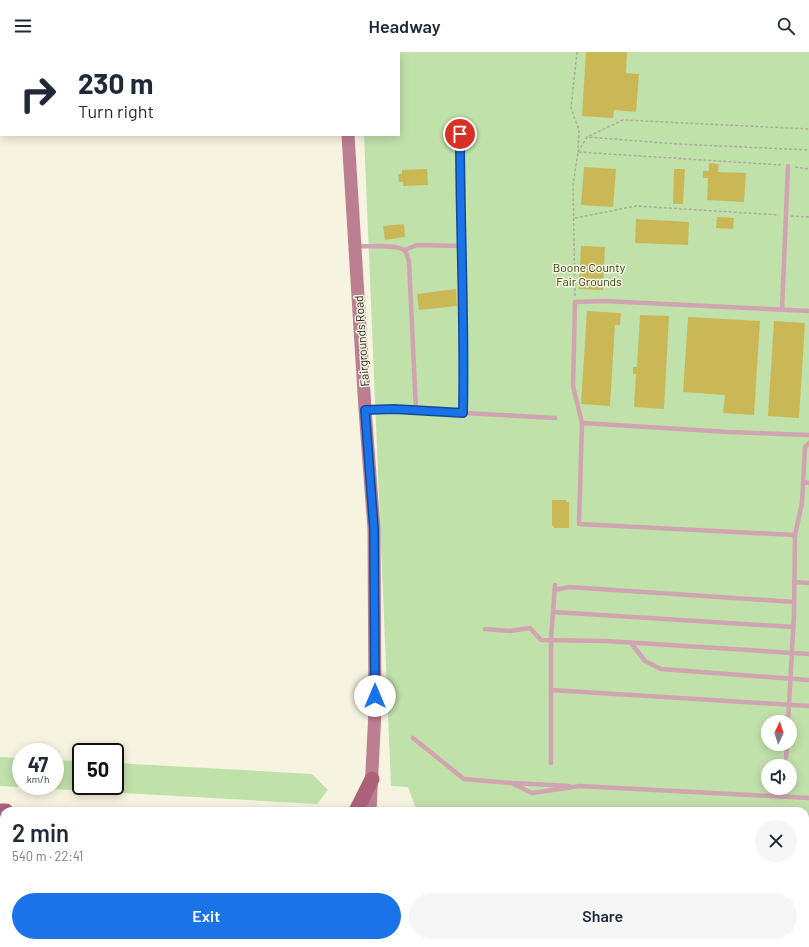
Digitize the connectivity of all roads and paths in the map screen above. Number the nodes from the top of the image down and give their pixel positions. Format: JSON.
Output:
{"nodes":[{"id":1,"x":577,"y":52,"type":"edge"},
{"id":2,"x":809,"y":129,"type":"edge"},
{"id":3,"x":460,"y":134,"type":"dead end"},
{"id":4,"x":348,"y":136,"type":"edge"},
{"id":5,"x":587,"y":137,"type":"junction"},
{"id":6,"x":809,"y":150,"type":"edge"},
{"id":7,"x":578,"y":152,"type":"junction"},
{"id":8,"x":788,"y":166,"type":"junction"},
{"id":9,"x":809,"y":169,"type":"edge"},
{"id":10,"x":786,"y":216,"type":"junction"},
{"id":11,"x":809,"y":217,"type":"edge"},
{"id":12,"x":575,"y":218,"type":"junction"},
{"id":13,"x":355,"y":246,"type":"junction"},
{"id":14,"x":460,"y":246,"type":"junction"},
{"id":15,"x":404,"y":250,"type":"junction"},
{"id":16,"x":575,"y":302,"type":"junction"},
{"id":17,"x":782,"y":310,"type":"junction"},
{"id":18,"x":809,"y":311,"type":"edge"},
{"id":19,"x":365,"y":410,"type":"junction"},
{"id":20,"x":416,"y":410,"type":"junction"},
{"id":21,"x":463,"y":413,"type":"junction"},
{"id":22,"x":555,"y":418,"type":"dead end"},
{"id":23,"x":582,"y":423,"type":"junction"},
{"id":24,"x":809,"y":435,"type":"edge"},
{"id":25,"x":809,"y":444,"type":"edge"},
{"id":26,"x":803,"y":482,"type":"junction"},
{"id":27,"x":809,"y":482,"type":"edge"},
{"id":28,"x":794,"y":535,"type":"junction"},
{"id":29,"x":794,"y":582,"type":"junction"},
{"id":30,"x":809,"y":583,"type":"edge"},
{"id":31,"x":555,"y":584,"type":"dead end"},
{"id":32,"x":555,"y":590,"type":"junction"},
{"id":33,"x":794,"y":602,"type":"junction"},
{"id":34,"x":554,"y":612,"type":"junction"},
{"id":35,"x":793,"y":627,"type":"junction"},
{"id":36,"x":485,"y":629,"type":"dead end"},
{"id":37,"x":551,"y":640,"type":"junction"},
{"id":38,"x":631,"y":643,"type":"junction"},
{"id":39,"x":792,"y":652,"type":"junction"},
{"id":40,"x":809,"y":654,"type":"edge"},
{"id":41,"x":791,"y":679,"type":"junction"},
{"id":42,"x":809,"y":680,"type":"edge"},
{"id":43,"x":552,"y":690,"type":"junction"},
{"id":44,"x":789,"y":705,"type":"junction"},
{"id":45,"x":809,"y":706,"type":"edge"},
{"id":46,"x":788,"y":715,"type":"edge"},
{"id":47,"x":413,"y":738,"type":"dead end"},
{"id":48,"x":786,"y":751,"type":"edge"},
{"id":49,"x":786,"y":758,"type":"dead end"},
{"id":50,"x":552,"y":763,"type":"dead end"},
{"id":51,"x":372,"y":779,"type":"junction"},
{"id":52,"x":511,"y":783,"type":"junction"},
{"id":53,"x":580,"y":786,"type":"junction"},
{"id":54,"x":809,"y":798,"type":"edge"},
{"id":55,"x":358,"y":807,"type":"edge"},
{"id":56,"x":370,"y":807,"type":"edge"}],
"edges":[{"from":1,"to":7,"type":"path"},
{"from":2,"to":5,"type":"path"},
{"from":3,"to":14,"type":"lane"},
{"from":4,"to":13,"type":"main road","name":"Fairgrounds Road"},
{"from":5,"to":6,"type":"path"},
{"from":5,"to":7,"type":"path"},
{"from":7,"to":8,"type":"path"},
{"from":7,"to":12,"type":"path"},
{"from":8,"to":9,"type":"path"},
{"from":8,"to":10,"type":"lane"},
{"from":10,"to":11,"type":"path"},
{"from":10,"to":12,"type":"path"},
{"from":10,"to":17,"type":"lane"},
{"from":12,"to":16,"type":"path"},
{"from":13,"to":15,"type":"lane"},
{"from":13,"to":19,"type":"main road","name":"Fairgrounds Road"},
{"from":14,"to":15,"type":"lane"},
{"from":14,"to":21,"type":"lane"},
{"from":15,"to":20,"type":"lane"},
{"from":16,"to":17,"type":"lane"},
{"from":16,"to":23,"type":"lane"},
{"from":17,"to":18,"type":"lane"},
{"from":19,"to":20,"type":"lane"},
{"from":19,"to":51,"type":"main road","name":"Fairgrounds Road"},
{"from":20,"to":21,"type":"lane"},
{"from":21,"to":22,"type":"lane"},
{"from":23,"to":24,"type":"lane"},
{"from":23,"to":28,"type":"lane"},
{"from":25,"to":26,"type":"lane"},
{"from":26,"to":27,"type":"lane"},
{"from":26,"to":28,"type":"lane"},
{"from":28,"to":29,"type":"lane"},
{"from":29,"to":30,"type":"lane"},
{"from":29,"to":33,"type":"lane"},
{"from":31,"to":32,"type":"lane"},
{"from":32,"to":33,"type":"lane"},
{"from":32,"to":34,"type":"lane"},
{"from":33,"to":35,"type":"lane"},
{"from":34,"to":35,"type":"lane"},
{"from":34,"to":37,"type":"lane"},
{"from":35,"to":39,"type":"lane"},
{"from":36,"to":37,"type":"lane"},
{"from":37,"to":38,"type":"lane"},
{"from":37,"to":43,"type":"lane"},
{"from":38,"to":39,"type":"lane"},
{"from":38,"to":41,"type":"lane"},
{"from":39,"to":40,"type":"lane"},
{"from":39,"to":41,"type":"lane"},
{"from":41,"to":42,"type":"lane"},
{"from":41,"to":44,"type":"lane"},
{"from":43,"to":44,"type":"lane"},
{"from":43,"to":50,"type":"lane"},
{"from":44,"to":45,"type":"lane"},
{"from":44,"to":46,"type":"lane"},
{"from":47,"to":52,"type":"lane"},
{"from":48,"to":49,"type":"lane"},
{"from":51,"to":55,"type":"main road"},
{"from":51,"to":56,"type":"main road","name":"Fairgrounds Road"},
{"from":52,"to":53,"type":"lane"},
{"from":52,"to":53,"type":"lane"},
{"from":53,"to":54,"type":"lane"}]}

++++++++++++++++++++

Work instruction :: Look for the string "name" in the entries above. Copy every line that has it.

Solution to this problem ::
{"from":4,"to":13,"type":"main road","name":"Fairgrounds Road"},
{"from":13,"to":19,"type":"main road","name":"Fairgrounds Road"},
{"from":19,"to":51,"type":"main road","name":"Fairgrounds Road"},
{"from":51,"to":56,"type":"main road","name":"Fairgrounds Road"},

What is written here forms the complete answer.